== What needs to be done ==
Below is some data. Retype exactly the lines starting at the one with "middle tip: (900, 825)" and ending at the one with "middle pip: (1017, 794)".

== Records shown ==
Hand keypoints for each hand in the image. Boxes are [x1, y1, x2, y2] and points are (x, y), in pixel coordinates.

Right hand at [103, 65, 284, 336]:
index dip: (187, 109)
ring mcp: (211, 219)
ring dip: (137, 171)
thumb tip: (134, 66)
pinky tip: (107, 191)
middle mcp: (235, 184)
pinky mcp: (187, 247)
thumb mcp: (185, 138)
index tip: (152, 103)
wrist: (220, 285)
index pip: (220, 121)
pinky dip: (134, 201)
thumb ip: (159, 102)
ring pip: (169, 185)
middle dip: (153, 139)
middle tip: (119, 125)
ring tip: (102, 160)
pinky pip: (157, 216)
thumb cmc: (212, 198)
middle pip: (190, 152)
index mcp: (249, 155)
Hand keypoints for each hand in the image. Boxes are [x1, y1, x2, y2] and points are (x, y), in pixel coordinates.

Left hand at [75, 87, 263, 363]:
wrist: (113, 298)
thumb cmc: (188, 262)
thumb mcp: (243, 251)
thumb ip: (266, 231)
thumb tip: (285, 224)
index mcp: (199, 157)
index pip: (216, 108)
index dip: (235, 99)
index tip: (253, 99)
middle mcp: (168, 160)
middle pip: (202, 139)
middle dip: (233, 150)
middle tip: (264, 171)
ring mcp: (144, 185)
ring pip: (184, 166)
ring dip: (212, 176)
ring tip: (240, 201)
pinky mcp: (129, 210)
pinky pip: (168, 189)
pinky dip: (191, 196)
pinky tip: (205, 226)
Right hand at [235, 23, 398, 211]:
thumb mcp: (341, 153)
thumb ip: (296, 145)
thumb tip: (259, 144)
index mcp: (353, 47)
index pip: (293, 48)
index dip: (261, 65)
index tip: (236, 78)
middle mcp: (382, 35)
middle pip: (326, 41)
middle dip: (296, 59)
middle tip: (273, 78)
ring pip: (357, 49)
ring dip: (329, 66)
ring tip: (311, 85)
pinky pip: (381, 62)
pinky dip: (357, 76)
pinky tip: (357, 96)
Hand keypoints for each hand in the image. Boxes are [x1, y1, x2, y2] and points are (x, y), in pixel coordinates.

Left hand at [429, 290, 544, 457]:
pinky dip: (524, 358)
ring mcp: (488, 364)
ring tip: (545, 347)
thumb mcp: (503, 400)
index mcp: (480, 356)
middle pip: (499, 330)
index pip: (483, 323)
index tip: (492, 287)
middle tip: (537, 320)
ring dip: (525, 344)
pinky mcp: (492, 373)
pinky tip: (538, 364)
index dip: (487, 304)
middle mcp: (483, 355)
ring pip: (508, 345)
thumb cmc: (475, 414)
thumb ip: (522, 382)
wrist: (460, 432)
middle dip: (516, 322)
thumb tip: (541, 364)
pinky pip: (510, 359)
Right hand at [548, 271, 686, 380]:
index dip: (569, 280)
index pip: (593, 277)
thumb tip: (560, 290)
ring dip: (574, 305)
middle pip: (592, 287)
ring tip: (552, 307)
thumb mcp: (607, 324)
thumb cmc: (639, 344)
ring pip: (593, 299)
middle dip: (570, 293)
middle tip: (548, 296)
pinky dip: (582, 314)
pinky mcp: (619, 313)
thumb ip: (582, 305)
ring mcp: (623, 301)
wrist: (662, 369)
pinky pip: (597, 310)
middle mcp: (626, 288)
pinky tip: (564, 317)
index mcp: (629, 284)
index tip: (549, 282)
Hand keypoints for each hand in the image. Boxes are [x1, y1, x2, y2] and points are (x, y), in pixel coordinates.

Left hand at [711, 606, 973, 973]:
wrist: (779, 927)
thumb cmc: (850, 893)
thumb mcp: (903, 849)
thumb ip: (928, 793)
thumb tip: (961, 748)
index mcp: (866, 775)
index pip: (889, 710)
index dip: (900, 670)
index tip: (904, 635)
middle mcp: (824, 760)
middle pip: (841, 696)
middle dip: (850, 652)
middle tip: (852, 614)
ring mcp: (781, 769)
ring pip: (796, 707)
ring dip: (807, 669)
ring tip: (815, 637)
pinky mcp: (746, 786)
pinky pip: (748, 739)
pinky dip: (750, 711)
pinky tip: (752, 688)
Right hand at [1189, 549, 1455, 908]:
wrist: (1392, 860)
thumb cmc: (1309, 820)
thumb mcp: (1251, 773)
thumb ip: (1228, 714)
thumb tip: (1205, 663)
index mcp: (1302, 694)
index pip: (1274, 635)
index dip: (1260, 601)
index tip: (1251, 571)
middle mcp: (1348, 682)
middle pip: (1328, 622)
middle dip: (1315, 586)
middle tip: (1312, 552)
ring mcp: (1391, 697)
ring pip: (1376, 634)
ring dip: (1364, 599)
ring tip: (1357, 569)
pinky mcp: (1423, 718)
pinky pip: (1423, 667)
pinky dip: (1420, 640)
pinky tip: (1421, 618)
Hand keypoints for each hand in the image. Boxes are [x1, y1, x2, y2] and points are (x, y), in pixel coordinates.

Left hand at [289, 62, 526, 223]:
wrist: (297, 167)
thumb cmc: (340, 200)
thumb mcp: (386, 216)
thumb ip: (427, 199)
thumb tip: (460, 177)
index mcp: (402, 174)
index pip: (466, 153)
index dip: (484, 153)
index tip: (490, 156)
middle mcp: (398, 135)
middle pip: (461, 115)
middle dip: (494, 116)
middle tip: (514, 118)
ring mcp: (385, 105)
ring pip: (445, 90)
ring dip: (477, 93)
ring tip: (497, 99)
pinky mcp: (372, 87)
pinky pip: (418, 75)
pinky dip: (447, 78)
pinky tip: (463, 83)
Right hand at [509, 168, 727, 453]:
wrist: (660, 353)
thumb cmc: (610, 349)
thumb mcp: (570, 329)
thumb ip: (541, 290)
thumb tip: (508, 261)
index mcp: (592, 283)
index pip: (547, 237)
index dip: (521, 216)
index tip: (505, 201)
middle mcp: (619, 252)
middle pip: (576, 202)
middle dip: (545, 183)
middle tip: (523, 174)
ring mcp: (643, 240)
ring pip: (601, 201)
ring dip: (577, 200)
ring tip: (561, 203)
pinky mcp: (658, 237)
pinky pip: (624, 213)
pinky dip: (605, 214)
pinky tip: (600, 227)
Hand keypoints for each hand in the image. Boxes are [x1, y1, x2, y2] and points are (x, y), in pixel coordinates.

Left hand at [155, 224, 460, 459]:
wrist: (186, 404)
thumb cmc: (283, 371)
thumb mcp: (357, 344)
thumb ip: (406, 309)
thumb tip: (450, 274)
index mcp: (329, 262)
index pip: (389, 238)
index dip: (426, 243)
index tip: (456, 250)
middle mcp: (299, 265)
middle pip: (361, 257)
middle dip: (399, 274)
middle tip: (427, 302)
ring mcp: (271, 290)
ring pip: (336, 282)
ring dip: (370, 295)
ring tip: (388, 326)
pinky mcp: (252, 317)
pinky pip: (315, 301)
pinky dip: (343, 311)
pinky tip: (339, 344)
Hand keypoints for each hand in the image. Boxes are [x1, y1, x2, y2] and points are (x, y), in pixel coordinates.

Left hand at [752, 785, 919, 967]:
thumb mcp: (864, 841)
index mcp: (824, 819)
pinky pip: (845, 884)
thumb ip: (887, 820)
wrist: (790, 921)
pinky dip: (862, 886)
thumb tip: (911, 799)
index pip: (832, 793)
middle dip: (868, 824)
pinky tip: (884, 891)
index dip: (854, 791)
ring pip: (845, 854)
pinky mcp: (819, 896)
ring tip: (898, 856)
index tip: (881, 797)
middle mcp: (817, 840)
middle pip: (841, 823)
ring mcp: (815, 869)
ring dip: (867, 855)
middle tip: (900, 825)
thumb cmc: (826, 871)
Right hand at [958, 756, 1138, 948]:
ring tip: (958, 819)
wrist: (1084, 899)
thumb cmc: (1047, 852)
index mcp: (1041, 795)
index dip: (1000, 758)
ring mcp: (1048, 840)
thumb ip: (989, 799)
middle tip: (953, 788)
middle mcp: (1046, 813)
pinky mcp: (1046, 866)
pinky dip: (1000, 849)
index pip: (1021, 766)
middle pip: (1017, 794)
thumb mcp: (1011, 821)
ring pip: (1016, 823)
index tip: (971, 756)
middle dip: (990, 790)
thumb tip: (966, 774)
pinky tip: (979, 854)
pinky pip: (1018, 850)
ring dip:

== Exercise answer ==
middle tip: (900, 825)
thumb cmc: (826, 871)
Right hand at [958, 756, 1138, 948]:
ring tip: (958, 819)
wrist: (1084, 899)
thumb cmc: (1047, 852)
index mcp: (1041, 795)
index dip: (1000, 758)
ring mcp: (1048, 840)
thumb ip: (989, 799)
middle tip: (953, 788)
middle mcp: (1046, 813)
pinky mcp: (1046, 866)
pinky dip: (1000, 849)
index pip: (1021, 766)
middle pip: (1017, 794)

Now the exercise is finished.